The women looked at each other and shrugged in turn.
The only place left was—he glanced up at the turret that seemed to straddle the cliff. He left the curious women and found the hidden path, heading up it a little faster than he might. Would Catriona have gone up to the ruins again, when he’d warned her she shouldn’t go alone?
At the top he was heading directly for the gatehouse when movement caught his eye. He saw Catriona silhouetted against the morning sky of orange and pink, standing so close to the cliff, she seemed like she stood at the edge of the world. The wind whipped her skirts and tangled strands of her long dark hair around her head.
On one hand he was relieved—why had he thought she would leave the encampment alone?
But on the other hand, she stood so still, so near the edge, that his heart skipped a beat as he hurried to her. He feared calling out her name would frighten her, so he deliberately kicked a few rocks together. He saw her start and look back over her shoulder, her expression stark and impassive.
Turning fully toward him, she said, “I know I should not have come up here alone.”
Something seemed . . . off as she spoke, and he realized that her brogue had gone away again. He’d liked how she’d sounded like one of his people instead of the aristocratic daughter of his enemy. Perhaps it was better this way. He needed to remember she wasn’t for him.
“Why did ye then?” He stepped up beside her, not touching her, and they both looked out over the Highlands, where the barren mountains rose and fell, and the tallest was touched with winter’s first frost.
She gave a long sigh. “I don’t really know. I suddenly felt like I needed to see the land as a pure thing, where villains who kidnap children—who kidnap women—don’t exist.” Her voice rose on the last phrase.
Her words echoed into the sudden silence. And he knew, without a doubt, that she remembered who she was, that she comprehended everything he’d done.
He clenched his jaw and braced himself, as if he’d lost something precious—something he’d never had, he reminded himself bitterly. “Ye’ve remembered.”
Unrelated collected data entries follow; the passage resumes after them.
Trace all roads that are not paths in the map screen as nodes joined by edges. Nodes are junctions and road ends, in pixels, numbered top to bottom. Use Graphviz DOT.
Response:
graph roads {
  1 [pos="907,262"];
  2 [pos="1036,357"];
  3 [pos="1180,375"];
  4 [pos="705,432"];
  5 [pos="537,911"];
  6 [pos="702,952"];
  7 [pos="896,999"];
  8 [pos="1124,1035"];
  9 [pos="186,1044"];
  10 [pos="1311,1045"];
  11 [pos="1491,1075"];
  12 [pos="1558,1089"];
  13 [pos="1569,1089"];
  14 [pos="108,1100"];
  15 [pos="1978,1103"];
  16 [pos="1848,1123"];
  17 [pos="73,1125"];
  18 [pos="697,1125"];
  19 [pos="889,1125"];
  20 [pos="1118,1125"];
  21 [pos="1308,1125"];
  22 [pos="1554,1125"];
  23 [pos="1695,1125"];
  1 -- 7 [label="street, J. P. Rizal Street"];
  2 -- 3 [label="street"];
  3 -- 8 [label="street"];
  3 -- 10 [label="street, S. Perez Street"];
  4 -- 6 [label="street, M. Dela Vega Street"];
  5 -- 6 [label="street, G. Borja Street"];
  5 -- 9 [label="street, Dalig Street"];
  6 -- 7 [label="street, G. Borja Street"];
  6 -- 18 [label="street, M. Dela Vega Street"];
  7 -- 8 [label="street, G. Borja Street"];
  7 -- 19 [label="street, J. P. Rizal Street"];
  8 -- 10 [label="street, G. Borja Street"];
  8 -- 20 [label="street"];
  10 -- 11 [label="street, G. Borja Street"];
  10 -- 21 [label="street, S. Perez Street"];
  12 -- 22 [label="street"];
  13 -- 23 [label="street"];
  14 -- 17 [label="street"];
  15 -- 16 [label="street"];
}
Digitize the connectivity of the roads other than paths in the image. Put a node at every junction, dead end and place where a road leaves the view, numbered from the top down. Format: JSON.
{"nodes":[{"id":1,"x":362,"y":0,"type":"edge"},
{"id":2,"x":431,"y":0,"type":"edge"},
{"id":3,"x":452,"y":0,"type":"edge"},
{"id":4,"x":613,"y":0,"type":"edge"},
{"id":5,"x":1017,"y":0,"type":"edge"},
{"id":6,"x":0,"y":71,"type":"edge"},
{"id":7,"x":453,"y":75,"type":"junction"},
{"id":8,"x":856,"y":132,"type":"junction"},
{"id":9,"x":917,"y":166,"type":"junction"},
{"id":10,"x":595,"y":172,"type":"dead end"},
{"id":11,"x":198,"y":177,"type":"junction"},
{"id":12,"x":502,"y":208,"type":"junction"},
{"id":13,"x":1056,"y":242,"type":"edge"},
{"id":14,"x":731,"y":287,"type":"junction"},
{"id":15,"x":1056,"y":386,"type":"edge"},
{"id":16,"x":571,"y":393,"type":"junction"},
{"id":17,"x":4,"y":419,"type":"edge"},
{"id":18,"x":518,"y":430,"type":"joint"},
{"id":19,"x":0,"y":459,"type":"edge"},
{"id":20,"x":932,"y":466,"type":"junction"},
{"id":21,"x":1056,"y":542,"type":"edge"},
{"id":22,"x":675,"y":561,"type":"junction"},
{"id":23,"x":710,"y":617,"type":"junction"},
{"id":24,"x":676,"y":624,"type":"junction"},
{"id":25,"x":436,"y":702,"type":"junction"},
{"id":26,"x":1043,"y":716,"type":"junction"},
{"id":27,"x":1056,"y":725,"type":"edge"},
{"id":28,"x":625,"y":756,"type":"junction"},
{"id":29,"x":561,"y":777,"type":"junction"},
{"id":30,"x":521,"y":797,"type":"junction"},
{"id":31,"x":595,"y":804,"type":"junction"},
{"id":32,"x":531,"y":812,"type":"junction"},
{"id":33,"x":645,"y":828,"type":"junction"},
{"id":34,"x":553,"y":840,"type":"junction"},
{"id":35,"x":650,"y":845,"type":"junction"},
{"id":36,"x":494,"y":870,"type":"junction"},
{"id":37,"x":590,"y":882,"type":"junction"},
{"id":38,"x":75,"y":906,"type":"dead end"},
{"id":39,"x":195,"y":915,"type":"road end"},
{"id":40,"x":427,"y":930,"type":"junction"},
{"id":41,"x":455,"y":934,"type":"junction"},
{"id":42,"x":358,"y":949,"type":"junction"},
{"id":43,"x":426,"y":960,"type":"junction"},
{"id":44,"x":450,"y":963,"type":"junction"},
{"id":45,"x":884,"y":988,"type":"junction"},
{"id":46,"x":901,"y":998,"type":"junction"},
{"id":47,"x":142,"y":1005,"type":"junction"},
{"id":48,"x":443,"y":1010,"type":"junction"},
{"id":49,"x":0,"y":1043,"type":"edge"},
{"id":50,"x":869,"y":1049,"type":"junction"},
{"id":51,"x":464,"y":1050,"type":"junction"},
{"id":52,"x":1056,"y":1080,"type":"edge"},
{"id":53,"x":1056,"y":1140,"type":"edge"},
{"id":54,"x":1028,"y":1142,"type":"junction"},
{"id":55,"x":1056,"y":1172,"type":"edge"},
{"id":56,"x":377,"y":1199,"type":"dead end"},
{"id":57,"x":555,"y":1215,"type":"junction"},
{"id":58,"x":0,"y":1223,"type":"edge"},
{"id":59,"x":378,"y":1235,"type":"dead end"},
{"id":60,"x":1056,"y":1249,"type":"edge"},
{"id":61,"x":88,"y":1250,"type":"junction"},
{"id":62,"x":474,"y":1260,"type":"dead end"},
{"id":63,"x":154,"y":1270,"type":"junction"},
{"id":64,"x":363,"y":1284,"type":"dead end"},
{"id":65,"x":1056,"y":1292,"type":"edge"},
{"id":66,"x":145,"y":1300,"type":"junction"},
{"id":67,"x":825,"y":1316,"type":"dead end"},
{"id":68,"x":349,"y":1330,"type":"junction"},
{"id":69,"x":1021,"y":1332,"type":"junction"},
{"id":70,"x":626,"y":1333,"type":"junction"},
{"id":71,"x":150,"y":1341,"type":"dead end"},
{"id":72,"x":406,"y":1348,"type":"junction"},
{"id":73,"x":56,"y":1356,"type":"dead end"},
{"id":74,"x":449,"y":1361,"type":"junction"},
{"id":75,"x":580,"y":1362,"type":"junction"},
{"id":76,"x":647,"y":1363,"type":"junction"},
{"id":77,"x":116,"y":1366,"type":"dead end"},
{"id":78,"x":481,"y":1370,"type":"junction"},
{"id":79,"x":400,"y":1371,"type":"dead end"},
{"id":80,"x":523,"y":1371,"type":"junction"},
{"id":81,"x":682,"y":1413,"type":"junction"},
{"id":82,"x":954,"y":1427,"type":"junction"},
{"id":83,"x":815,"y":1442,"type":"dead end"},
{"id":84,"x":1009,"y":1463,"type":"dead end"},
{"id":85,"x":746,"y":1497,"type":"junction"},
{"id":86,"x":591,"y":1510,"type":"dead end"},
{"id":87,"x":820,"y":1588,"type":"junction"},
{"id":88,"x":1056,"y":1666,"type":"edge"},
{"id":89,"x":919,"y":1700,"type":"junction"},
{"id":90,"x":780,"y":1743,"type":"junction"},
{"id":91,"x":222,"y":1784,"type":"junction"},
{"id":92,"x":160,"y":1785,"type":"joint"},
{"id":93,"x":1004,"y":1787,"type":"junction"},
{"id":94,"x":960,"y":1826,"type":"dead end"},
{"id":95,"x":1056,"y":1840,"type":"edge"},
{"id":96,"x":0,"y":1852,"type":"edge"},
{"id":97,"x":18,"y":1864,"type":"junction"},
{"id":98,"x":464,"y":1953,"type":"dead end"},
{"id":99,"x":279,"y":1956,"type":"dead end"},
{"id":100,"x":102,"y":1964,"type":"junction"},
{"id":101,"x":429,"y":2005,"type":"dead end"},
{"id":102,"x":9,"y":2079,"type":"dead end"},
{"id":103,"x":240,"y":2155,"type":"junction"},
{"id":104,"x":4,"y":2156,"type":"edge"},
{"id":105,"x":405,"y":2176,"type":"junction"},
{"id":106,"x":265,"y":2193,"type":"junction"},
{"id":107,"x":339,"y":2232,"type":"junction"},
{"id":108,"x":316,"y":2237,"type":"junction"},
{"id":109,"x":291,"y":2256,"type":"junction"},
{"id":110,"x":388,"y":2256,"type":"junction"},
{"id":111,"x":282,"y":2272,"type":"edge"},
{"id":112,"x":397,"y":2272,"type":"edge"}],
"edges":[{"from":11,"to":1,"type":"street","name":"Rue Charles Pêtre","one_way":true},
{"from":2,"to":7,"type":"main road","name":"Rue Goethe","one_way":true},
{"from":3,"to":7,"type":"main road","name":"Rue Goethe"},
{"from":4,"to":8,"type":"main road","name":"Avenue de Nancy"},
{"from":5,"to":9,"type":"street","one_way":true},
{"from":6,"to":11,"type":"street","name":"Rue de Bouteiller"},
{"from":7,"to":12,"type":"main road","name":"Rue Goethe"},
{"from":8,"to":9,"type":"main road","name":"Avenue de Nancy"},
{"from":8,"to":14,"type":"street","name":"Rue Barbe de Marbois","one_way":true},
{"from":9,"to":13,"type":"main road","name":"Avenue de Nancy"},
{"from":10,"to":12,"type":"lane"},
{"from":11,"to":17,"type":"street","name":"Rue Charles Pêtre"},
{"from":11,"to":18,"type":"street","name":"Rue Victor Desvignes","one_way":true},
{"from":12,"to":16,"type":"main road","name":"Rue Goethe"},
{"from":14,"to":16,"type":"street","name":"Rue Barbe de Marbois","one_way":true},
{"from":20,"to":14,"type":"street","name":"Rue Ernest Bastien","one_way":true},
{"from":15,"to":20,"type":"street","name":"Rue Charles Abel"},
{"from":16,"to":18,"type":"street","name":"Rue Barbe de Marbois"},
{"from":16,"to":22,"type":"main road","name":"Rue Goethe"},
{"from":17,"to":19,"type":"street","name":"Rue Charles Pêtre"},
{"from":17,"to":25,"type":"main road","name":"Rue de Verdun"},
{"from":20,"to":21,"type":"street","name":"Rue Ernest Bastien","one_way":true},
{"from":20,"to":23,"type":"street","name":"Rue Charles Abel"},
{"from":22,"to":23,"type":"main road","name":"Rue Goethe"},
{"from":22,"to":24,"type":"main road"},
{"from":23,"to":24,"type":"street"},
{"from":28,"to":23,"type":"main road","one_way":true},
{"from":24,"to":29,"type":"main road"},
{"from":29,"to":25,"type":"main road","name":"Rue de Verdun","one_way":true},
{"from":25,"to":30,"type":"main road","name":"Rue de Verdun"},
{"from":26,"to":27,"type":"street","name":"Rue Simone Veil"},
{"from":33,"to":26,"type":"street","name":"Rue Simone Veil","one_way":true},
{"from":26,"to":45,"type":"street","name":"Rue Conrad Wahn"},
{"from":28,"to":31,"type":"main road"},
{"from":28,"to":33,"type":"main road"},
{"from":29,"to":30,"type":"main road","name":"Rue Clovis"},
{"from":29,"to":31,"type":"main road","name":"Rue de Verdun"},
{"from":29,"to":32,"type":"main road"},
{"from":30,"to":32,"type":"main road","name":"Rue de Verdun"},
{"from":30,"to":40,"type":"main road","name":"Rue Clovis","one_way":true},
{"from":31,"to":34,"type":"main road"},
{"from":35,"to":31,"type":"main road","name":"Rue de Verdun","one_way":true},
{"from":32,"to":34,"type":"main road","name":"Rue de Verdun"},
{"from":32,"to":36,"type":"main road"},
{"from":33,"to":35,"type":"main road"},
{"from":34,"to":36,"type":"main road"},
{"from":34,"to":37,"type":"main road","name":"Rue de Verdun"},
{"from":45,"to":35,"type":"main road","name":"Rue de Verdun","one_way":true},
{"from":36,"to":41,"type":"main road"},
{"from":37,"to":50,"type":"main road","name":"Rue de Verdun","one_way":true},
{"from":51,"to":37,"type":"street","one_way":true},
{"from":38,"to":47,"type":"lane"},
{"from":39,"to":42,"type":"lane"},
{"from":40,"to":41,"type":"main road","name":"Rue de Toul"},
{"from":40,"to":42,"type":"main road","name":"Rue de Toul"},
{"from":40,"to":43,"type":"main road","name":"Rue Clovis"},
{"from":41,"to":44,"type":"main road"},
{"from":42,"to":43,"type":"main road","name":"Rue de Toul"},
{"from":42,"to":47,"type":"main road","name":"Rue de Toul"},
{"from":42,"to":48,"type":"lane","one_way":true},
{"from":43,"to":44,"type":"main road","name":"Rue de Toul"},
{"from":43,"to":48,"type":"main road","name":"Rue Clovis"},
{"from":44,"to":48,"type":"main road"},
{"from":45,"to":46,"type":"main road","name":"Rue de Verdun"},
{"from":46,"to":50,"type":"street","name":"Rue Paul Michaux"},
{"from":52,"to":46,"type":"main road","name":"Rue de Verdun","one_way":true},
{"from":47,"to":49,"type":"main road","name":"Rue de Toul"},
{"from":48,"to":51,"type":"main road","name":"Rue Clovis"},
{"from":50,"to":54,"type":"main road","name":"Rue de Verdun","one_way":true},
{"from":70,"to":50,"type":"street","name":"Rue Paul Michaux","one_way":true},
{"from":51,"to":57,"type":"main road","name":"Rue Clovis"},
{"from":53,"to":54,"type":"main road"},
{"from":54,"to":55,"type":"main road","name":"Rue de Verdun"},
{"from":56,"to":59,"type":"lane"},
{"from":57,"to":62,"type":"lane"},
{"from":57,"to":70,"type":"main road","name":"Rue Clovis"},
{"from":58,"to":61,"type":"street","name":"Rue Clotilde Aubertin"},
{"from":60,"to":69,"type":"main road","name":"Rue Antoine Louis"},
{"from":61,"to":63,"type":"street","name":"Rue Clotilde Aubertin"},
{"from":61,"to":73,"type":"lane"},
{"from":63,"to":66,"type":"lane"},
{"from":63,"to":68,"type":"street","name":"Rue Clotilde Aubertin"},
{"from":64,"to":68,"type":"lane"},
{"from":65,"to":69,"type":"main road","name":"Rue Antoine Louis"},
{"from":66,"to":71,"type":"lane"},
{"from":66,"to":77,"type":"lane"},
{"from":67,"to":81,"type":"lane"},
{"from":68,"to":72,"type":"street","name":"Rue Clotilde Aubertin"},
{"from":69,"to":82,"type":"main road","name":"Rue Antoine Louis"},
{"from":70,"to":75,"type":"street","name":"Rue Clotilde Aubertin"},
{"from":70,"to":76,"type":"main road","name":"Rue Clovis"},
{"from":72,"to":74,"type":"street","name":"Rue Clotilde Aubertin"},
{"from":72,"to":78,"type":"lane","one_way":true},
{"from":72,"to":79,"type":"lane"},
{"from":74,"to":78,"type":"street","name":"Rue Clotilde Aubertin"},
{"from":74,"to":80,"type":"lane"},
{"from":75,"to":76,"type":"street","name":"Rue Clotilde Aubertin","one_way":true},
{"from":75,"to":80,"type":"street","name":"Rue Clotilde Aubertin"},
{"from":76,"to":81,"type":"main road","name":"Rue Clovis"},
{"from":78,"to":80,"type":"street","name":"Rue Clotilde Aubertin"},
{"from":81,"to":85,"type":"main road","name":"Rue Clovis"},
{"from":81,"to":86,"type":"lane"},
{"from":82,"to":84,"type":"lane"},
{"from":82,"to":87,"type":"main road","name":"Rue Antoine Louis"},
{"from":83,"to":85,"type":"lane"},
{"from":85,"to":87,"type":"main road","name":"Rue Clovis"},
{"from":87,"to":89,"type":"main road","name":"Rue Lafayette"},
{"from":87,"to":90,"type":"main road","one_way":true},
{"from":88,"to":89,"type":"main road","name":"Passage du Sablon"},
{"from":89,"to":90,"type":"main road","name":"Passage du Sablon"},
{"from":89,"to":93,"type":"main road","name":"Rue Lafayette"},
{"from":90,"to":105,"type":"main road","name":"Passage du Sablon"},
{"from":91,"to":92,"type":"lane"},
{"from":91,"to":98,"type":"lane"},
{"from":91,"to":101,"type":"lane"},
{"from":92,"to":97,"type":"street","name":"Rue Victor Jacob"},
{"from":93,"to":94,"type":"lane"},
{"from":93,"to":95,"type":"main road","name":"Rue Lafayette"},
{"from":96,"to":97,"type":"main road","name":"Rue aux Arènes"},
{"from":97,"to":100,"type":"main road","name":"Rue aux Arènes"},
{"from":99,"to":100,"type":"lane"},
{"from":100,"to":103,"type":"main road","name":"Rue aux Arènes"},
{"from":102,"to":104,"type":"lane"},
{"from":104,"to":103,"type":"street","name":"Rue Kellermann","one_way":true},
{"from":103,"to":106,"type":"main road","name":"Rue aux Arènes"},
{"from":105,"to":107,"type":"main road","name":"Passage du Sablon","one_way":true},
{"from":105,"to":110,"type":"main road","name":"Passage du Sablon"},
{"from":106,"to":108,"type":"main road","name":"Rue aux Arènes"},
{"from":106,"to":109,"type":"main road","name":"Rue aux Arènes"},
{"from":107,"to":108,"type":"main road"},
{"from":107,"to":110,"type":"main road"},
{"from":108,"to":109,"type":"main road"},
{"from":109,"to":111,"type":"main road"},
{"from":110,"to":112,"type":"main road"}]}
“Yes, I’ve remembered,” she said with a sneer. “I’m Lady Catriona Duff, and you knew it. You lied to me; you took my brooch and hid it, all to keep me in the dark and dependent on you.” Her voice broke, and she covered her face with both hands while her shoulders shook. Her whisper was agonized when she looked up at him with wet eyes. “You let me depend on you, care for you, desire you, and all along you were using me.”
Her words cut him, but he deserved the pain. “Aye, it started that way, but it’s not how it ended,” he said roughly. “I blamed your whole family for what your father had done; I wanted to despise ye as an arrogant aristocrat with no idea what it was like to suffer as my clan has suffered. Instead, I found a woman who treated everyone the same, who felt each person’s pain as her own, who tried to help everyone she met.”
She slapped him hard across the face, her eyes suddenly blazing within the sheen of unshed tears.
“You made certain I was a dependent, naïve, pliable creature so frightened of the strange world that I never left your side.”
“That was never how I saw ye,” he insisted. “I saw ye as courageous and optimistic. Ye could have sunk into a corner in fear, but that is no the woman ye are.”
“No, it’s not me—I’m a woman who doesn’t forget the evil done to her and to her whole family.”
“Evil done to your family?” he shot back to her. “Ye don’t think your father deserved far worse than he got, the reward of dying an old, rich man in his own bed?”
“Yes, you’ve opened my eyes,” she said bitterly. “You showed me what kind of man my father was. I knew he was a bastard, but to find out he was a monster . . .”
She shuddered, and he wanted to comfort her, but he’d lost that right—he’d never had that right.
She gathered herself together, and though a tear fell down her cheek, she ignored it to say with sarcasm, “And yet you still needed your revenge.”
He could make no rebuttal, for that was the truth.
“What was your plan? Go ahead, explain it to me. Did the brooch show you who I was, daughter of your enemy?”
“I’d seen ye before,” he said, “riding through Edinburgh once, in your silks and finery.”
“Oh, of course, I deserved to be punished for that.”
“Nay, I never thought that. But your father, aye, he deserved to be punished, to know what it was like to be missing a child. His child was perfectly safe, not sold to agents who planned to use that child until he was crippled or worse.”
Though her face blanched, she spoke coldly. “So I was betrayed by the man who I thought had saved me, used to punish a man who was already dead. When did you discover that little truth?”
“I went to Castle Kinlochard.”
She drew in a sharp breath. “You saw my brother? Is he worried about me? Is his wife full of anxiety? It’s not good for the babe she carries.”
“They don’t believe ye’re missing at all. Apparently everyone is used to ye getting so caught up in your social life that ye sometimes forget to write.”